Science has no attitude for or against anything. Science is a method, a practice, of acquiring knowledge. If there is nothing to be evaluated on a particular topic through the scientific method, one does not call it science. Science isn't avoiding the life after death question, it just has nothing to evaluate at the moment which can be extrapolated to a scientific model.
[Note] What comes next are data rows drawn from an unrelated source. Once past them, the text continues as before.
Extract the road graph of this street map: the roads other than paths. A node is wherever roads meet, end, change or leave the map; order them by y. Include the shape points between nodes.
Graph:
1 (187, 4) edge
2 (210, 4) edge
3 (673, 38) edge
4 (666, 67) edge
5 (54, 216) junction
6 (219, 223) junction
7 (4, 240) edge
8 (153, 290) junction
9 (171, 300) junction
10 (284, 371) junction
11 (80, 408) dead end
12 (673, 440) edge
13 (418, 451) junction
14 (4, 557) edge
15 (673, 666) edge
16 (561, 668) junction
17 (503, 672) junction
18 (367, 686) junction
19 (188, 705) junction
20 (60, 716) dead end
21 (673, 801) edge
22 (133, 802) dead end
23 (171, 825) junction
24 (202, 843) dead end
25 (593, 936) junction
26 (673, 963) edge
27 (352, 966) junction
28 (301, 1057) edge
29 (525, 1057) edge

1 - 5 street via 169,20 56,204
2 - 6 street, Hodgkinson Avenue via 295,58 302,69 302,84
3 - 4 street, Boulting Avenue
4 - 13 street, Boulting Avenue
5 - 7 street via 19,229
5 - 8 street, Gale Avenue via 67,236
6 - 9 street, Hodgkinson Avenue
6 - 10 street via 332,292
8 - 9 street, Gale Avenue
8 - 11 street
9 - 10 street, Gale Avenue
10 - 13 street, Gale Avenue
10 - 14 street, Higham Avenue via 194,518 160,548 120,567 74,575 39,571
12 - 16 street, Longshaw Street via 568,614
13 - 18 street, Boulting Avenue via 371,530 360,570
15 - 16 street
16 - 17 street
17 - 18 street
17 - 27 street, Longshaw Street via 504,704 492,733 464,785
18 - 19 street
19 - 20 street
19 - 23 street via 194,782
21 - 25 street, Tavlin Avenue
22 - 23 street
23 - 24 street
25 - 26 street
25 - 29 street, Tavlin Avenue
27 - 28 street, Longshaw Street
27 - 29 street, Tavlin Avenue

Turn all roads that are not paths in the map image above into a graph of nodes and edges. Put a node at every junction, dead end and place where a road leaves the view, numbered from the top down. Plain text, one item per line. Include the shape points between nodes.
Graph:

Beg to differ, I am not ignoring it, nor misunderstanding it, in fact as I said, I agree with you in many respects. But the case of Ian Stevenson's evidence of "children who recall their past lives" is compelling. There are cases where children remembered their previous names, occupations, names of family members, numerous features of the landscape around where they lived, and in some cases the circumstances in which they died. These are also supported, somewhat eerily, but birthmarks corresponding to places where injuries were received in the previous existence. In these cases, Stevenson was able to verify that there was such a person, living at such a place, who died in those circumstances, and so on. As mentioned previously, he has over 100 such cases, and discarded many others which he felt could not be validated. He went to a lot of trouble to eliminate auto-suggestion, fraud, psychoses, and other possible causes. He still ended up with indisputable evidence of children who remembered details from a former life. He never said this 'proved that re-incarnation occurs'. The most he would say was that it 'suggests' it.
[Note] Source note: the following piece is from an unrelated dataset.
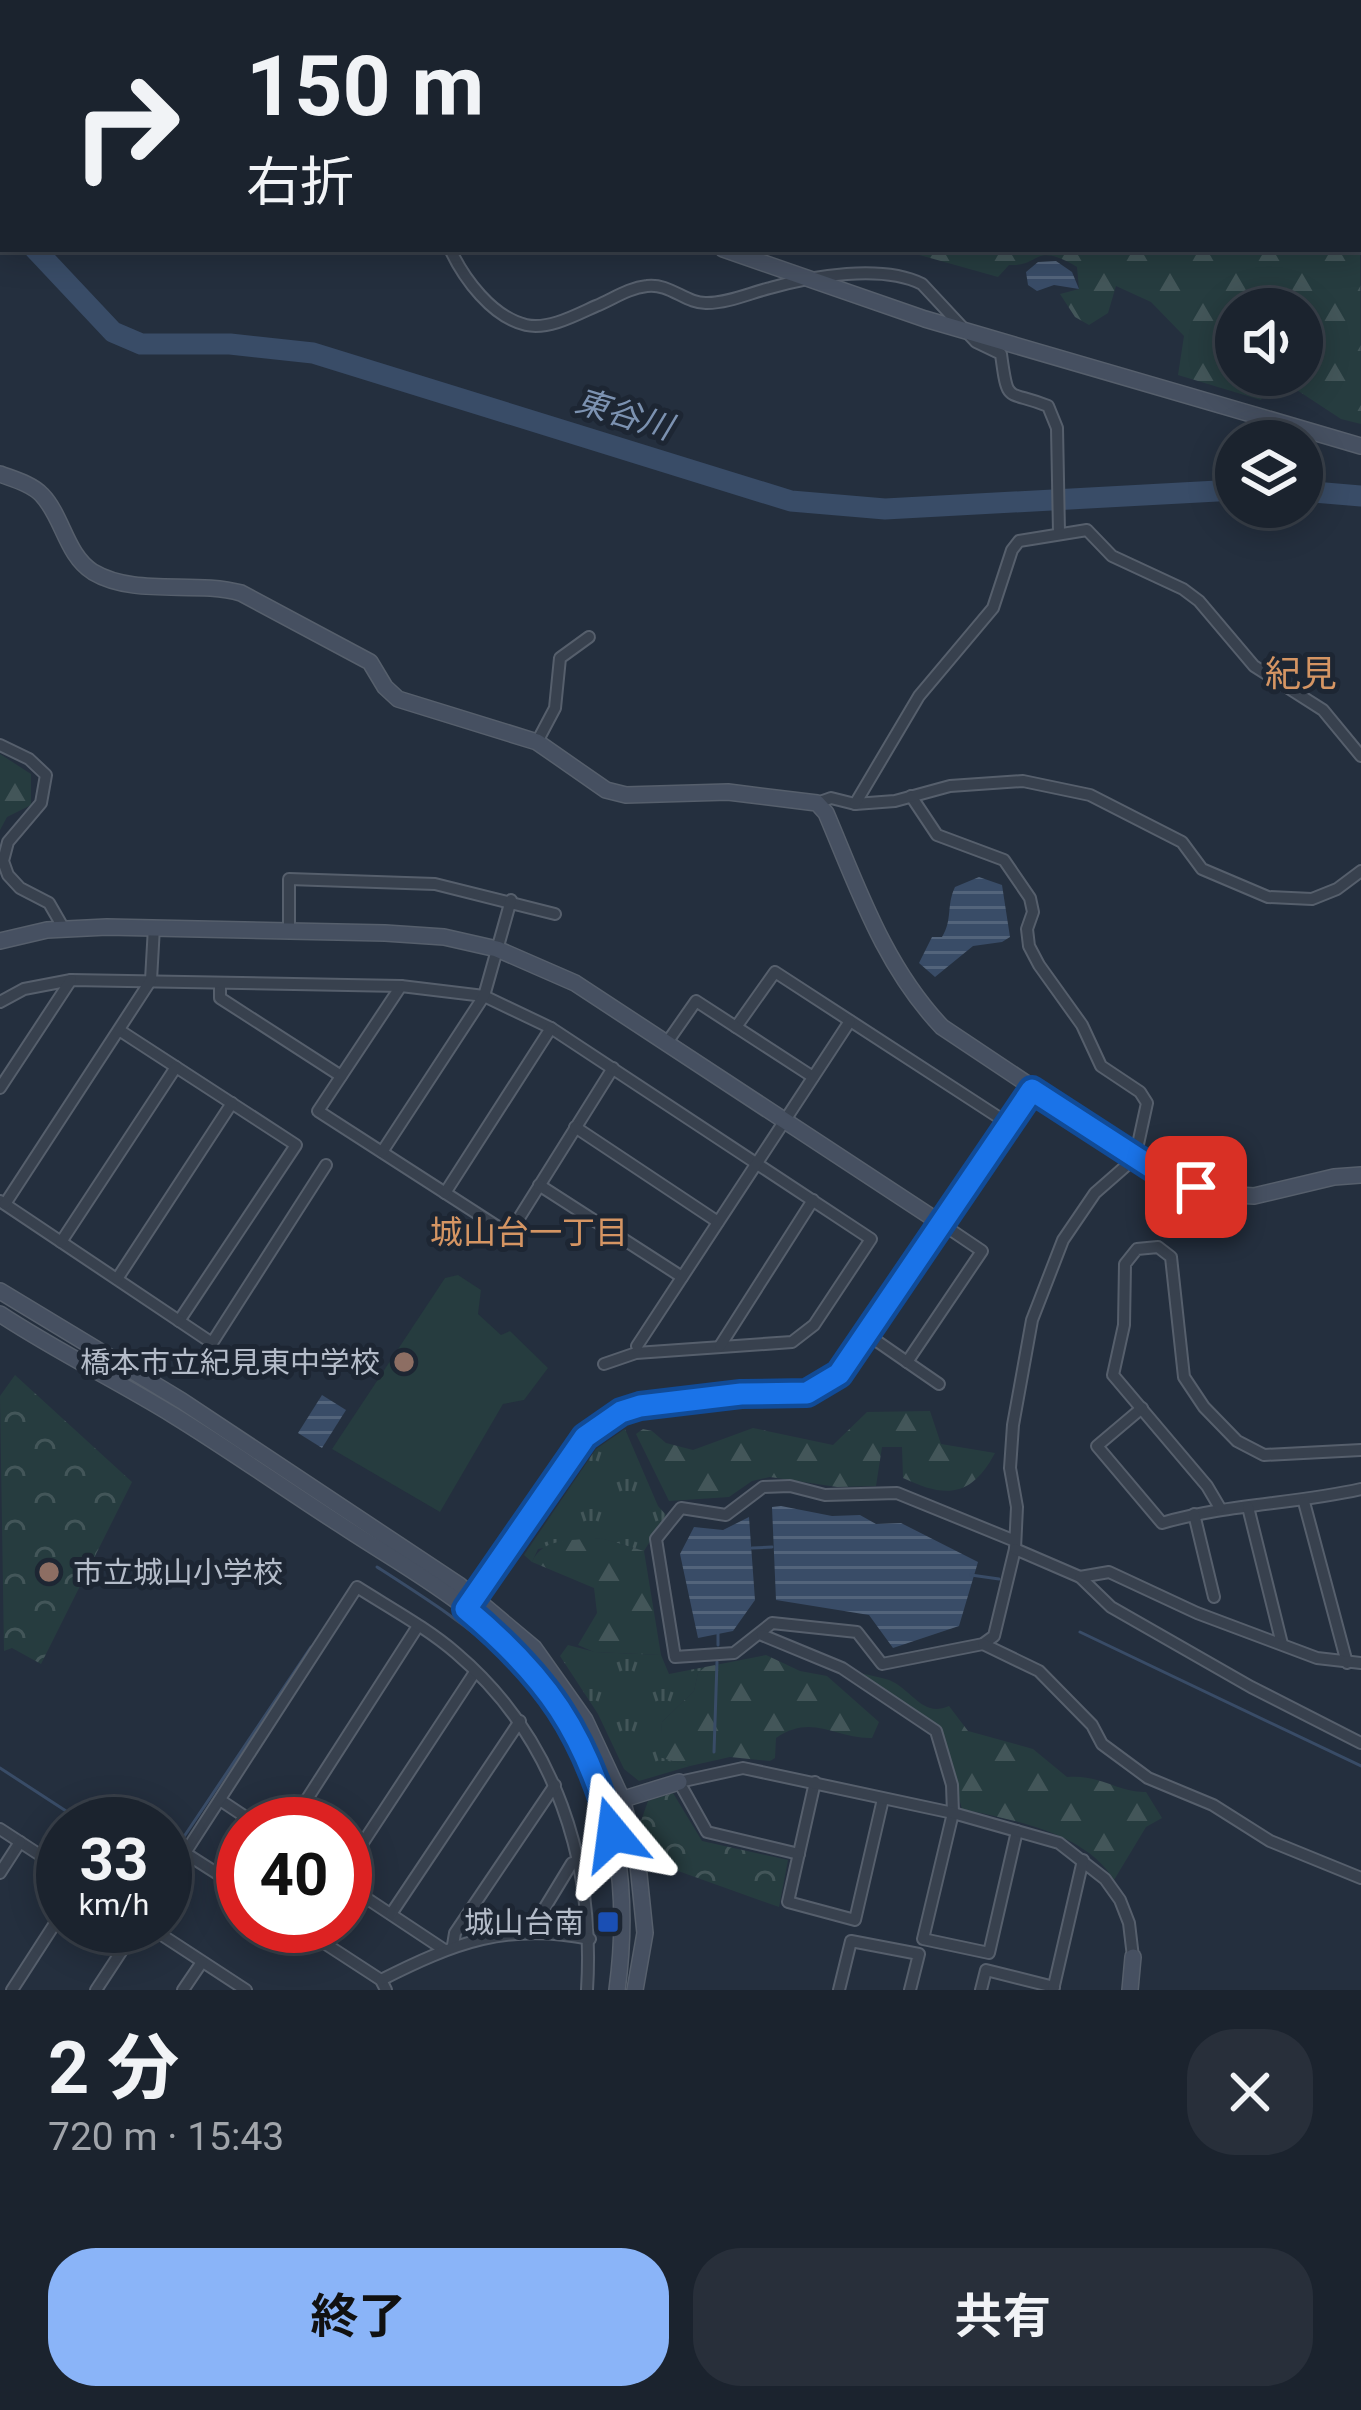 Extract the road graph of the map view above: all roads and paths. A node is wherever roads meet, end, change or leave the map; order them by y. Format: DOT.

(I am not going to reproduce all the details here, books on and by Stevenson are in wide circulation, the most accessible is Old Souls
, by Thomas Shroder, a journalist.)
Now, as to the point about 'science' again. Most scientists will, and did, dismiss Stevenson out of hand. This is not a statement of prejudice on my part, or a demonstration of my ignorance about 'the scientific method' or anything else. It is a simple statement of fact. Throughout his career, he was ignored by most other academics and scientists in cognate areas of research. Some of them tried to disprove his claims, but most simply ignored him.
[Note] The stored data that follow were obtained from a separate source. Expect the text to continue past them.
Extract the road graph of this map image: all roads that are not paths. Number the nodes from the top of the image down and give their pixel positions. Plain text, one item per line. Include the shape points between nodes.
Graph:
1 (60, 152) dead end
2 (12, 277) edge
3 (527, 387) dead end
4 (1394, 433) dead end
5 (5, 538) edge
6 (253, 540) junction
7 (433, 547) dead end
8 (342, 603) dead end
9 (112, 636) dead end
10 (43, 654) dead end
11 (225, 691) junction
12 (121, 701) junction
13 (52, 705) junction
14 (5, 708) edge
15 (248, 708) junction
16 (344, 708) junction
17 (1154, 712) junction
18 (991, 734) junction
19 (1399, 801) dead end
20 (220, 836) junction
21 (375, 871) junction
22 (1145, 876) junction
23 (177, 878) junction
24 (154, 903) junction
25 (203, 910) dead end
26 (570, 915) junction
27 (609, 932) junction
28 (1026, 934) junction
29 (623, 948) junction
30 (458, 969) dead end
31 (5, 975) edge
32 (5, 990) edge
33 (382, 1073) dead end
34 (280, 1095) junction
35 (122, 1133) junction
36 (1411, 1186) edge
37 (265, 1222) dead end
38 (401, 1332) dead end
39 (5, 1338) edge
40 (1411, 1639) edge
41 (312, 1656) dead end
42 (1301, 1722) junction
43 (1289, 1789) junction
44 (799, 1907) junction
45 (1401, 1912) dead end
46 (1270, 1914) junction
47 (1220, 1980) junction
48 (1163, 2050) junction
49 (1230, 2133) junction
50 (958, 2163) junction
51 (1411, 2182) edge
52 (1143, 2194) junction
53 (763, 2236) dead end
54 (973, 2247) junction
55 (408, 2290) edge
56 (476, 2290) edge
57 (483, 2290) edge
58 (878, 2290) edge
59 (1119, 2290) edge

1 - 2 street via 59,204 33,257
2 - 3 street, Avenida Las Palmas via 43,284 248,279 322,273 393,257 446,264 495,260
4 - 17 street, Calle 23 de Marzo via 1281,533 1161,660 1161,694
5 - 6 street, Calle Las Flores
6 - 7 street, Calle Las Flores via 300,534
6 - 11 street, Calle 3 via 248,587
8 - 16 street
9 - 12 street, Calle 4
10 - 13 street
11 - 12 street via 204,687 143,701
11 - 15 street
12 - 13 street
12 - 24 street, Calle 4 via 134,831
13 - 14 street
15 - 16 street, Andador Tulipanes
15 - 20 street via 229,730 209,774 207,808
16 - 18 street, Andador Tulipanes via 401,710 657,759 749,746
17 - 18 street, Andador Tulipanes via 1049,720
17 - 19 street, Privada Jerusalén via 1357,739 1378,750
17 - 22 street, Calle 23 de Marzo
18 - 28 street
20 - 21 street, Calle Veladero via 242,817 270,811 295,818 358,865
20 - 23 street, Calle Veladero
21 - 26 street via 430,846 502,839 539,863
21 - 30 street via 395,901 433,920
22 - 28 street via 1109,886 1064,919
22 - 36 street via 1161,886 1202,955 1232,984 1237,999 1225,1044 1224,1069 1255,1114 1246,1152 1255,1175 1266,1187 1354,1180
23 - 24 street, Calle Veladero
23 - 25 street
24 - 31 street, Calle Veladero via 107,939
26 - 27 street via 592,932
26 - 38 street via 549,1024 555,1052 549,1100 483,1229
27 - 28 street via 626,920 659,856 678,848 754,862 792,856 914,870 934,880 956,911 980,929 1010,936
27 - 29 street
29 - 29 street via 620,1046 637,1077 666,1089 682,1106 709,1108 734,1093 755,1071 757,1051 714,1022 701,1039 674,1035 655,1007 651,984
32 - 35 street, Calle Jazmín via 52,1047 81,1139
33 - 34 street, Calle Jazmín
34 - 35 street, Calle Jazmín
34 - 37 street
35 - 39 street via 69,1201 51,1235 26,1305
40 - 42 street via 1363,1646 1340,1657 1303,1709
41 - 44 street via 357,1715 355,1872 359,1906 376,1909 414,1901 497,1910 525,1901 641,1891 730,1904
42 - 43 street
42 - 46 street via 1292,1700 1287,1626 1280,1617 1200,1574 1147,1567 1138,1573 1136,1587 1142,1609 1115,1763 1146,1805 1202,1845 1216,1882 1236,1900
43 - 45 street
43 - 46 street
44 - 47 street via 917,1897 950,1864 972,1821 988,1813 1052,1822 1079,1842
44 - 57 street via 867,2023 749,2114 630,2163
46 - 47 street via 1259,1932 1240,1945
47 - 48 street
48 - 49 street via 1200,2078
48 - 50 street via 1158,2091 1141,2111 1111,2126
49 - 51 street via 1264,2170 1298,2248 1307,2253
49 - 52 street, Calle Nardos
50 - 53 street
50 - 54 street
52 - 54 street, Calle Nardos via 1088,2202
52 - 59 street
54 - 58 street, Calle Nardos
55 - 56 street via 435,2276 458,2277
And it is a fact that many people who consider themselves 'scientific' will not consider the evidence for such things as rebirth, parapsychology, and the like, on the basis that even to consider these phenomena is a sign of superstition or gullibility. There is an entire industry of 'professional sceptics' whose whole effort is aimed at disproving, debunking, shooting down or otherwise undermining any evidence that anything 'paranormal' has ever, or could ever, occur.
I can cite three texts, The Conscious Universe
, by Dean Radin, Irreducible Mind
, by Kelly, and Parapshychology and the Sceptics
, by Chris Carter, which in my view definitely prove the existence of paranormal phenomena. The last one in particular documents in exquisite detail the lengths to which conservative scientists will go to debunk anything which threatens their essentially materialist depiction of nature. There is an excerpt here
if you wish to peruse it.
So don't get all righteous about the supreme objectivity of science and how it is beyond all such things as human prejudices and the like, because it is practised by humans, and developed by humans, and very much subject to human attitudes and interpretations. And generally speaking, science will not admit the existence of the paranormal. It has a big investment in the idea that the normal is real, and that there ain't no other reality. 'Cosmos' said Sagan 'is all there is'. And nearly every scientist would agree with him.
---------- Post added 09-26-2009 at 09:11 AM ----------
Actually I take back something I wrote there, but rather than edit it out, I will withdraw it. I don't think any of these books 'definitely prove the existence of the paranormal'. They, like Stevenson, do suggest it. And I don't really have a big stake in whether there are such phenomena, or not. But to say that the scientific establishment is disinterested in such questions, in the true sense of 'disinterest', is, I feel, a misrepresentation.